• [PROBLEM DESCRIPTION] Repeat all entries below exactly as shown.

• [RECORD EXTRACTS]

==================================================

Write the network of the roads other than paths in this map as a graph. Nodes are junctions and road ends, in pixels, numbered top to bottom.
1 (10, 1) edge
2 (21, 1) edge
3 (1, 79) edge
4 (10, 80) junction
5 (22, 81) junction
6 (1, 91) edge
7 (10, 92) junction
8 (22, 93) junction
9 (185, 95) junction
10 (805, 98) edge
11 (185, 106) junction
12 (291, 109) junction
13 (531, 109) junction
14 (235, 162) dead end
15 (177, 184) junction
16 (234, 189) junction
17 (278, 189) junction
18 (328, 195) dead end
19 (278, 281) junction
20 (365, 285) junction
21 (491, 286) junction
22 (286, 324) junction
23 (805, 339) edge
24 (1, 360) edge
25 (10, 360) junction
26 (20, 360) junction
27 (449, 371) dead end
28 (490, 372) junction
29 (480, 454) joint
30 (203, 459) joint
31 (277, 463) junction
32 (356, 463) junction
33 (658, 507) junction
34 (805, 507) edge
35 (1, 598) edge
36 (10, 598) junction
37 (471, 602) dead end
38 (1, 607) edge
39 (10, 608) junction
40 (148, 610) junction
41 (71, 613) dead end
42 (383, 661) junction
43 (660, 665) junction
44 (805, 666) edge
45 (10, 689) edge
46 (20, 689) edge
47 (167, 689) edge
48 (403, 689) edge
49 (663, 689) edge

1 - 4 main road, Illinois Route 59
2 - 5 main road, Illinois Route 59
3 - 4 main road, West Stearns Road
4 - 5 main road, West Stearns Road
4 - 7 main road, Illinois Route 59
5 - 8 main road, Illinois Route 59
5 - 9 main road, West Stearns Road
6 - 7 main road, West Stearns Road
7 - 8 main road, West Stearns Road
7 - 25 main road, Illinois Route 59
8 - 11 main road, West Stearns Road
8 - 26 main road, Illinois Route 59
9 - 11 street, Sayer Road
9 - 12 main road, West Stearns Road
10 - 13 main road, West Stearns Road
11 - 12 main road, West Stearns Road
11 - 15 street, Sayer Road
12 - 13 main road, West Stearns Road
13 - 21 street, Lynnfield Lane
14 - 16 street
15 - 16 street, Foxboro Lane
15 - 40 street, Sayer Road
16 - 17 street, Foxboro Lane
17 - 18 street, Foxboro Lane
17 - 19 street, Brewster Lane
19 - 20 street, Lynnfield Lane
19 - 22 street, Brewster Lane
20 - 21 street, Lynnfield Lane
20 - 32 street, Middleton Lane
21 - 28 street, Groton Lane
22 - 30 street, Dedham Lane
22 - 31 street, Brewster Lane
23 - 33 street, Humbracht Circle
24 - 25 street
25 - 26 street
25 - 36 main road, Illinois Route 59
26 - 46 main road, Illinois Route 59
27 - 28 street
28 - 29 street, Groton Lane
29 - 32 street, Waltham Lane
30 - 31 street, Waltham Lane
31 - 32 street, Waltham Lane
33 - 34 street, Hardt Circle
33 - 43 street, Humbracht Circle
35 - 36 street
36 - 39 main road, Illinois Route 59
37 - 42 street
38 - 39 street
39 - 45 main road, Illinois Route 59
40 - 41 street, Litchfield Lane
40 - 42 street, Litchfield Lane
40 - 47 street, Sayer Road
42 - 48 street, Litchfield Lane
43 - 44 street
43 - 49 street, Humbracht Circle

==================================================

• [RESULT OF THIS TASK]
Write the network of the roads other than paths in this map as a graph. Nodes are junctions and road ends, in pixels, numbered top to bottom.
1 (10, 1) edge
2 (21, 1) edge
3 (1, 79) edge
4 (10, 80) junction
5 (22, 81) junction
6 (1, 91) edge
7 (10, 92) junction
8 (22, 93) junction
9 (185, 95) junction
10 (805, 98) edge
11 (185, 106) junction
12 (291, 109) junction
13 (531, 109) junction
14 (235, 162) dead end
15 (177, 184) junction
16 (234, 189) junction
17 (278, 189) junction
18 (328, 195) dead end
19 (278, 281) junction
20 (365, 285) junction
21 (491, 286) junction
22 (286, 324) junction
23 (805, 339) edge
24 (1, 360) edge
25 (10, 360) junction
26 (20, 360) junction
27 (449, 371) dead end
28 (490, 372) junction
29 (480, 454) joint
30 (203, 459) joint
31 (277, 463) junction
32 (356, 463) junction
33 (658, 507) junction
34 (805, 507) edge
35 (1, 598) edge
36 (10, 598) junction
37 (471, 602) dead end
38 (1, 607) edge
39 (10, 608) junction
40 (148, 610) junction
41 (71, 613) dead end
42 (383, 661) junction
43 (660, 665) junction
44 (805, 666) edge
45 (10, 689) edge
46 (20, 689) edge
47 (167, 689) edge
48 (403, 689) edge
49 (663, 689) edge

1 - 4 main road, Illinois Route 59
2 - 5 main road, Illinois Route 59
3 - 4 main road, West Stearns Road
4 - 5 main road, West Stearns Road
4 - 7 main road, Illinois Route 59
5 - 8 main road, Illinois Route 59
5 - 9 main road, West Stearns Road
6 - 7 main road, West Stearns Road
7 - 8 main road, West Stearns Road
7 - 25 main road, Illinois Route 59
8 - 11 main road, West Stearns Road
8 - 26 main road, Illinois Route 59
9 - 11 street, Sayer Road
9 - 12 main road, West Stearns Road
10 - 13 main road, West Stearns Road
11 - 12 main road, West Stearns Road
11 - 15 street, Sayer Road
12 - 13 main road, West Stearns Road
13 - 21 street, Lynnfield Lane
14 - 16 street
15 - 16 street, Foxboro Lane
15 - 40 street, Sayer Road
16 - 17 street, Foxboro Lane
17 - 18 street, Foxboro Lane
17 - 19 street, Brewster Lane
19 - 20 street, Lynnfield Lane
19 - 22 street, Brewster Lane
20 - 21 street, Lynnfield Lane
20 - 32 street, Middleton Lane
21 - 28 street, Groton Lane
22 - 30 street, Dedham Lane
22 - 31 street, Brewster Lane
23 - 33 street, Humbracht Circle
24 - 25 street
25 - 26 street
25 - 36 main road, Illinois Route 59
26 - 46 main road, Illinois Route 59
27 - 28 street
28 - 29 street, Groton Lane
29 - 32 street, Waltham Lane
30 - 31 street, Waltham Lane
31 - 32 street, Waltham Lane
33 - 34 street, Hardt Circle
33 - 43 street, Humbracht Circle
35 - 36 street
36 - 39 main road, Illinois Route 59
37 - 42 street
38 - 39 street
39 - 45 main road, Illinois Route 59
40 - 41 street, Litchfield Lane
40 - 42 street, Litchfield Lane
40 - 47 street, Sayer Road
42 - 48 street, Litchfield Lane
43 - 44 street
43 - 49 street, Humbracht Circle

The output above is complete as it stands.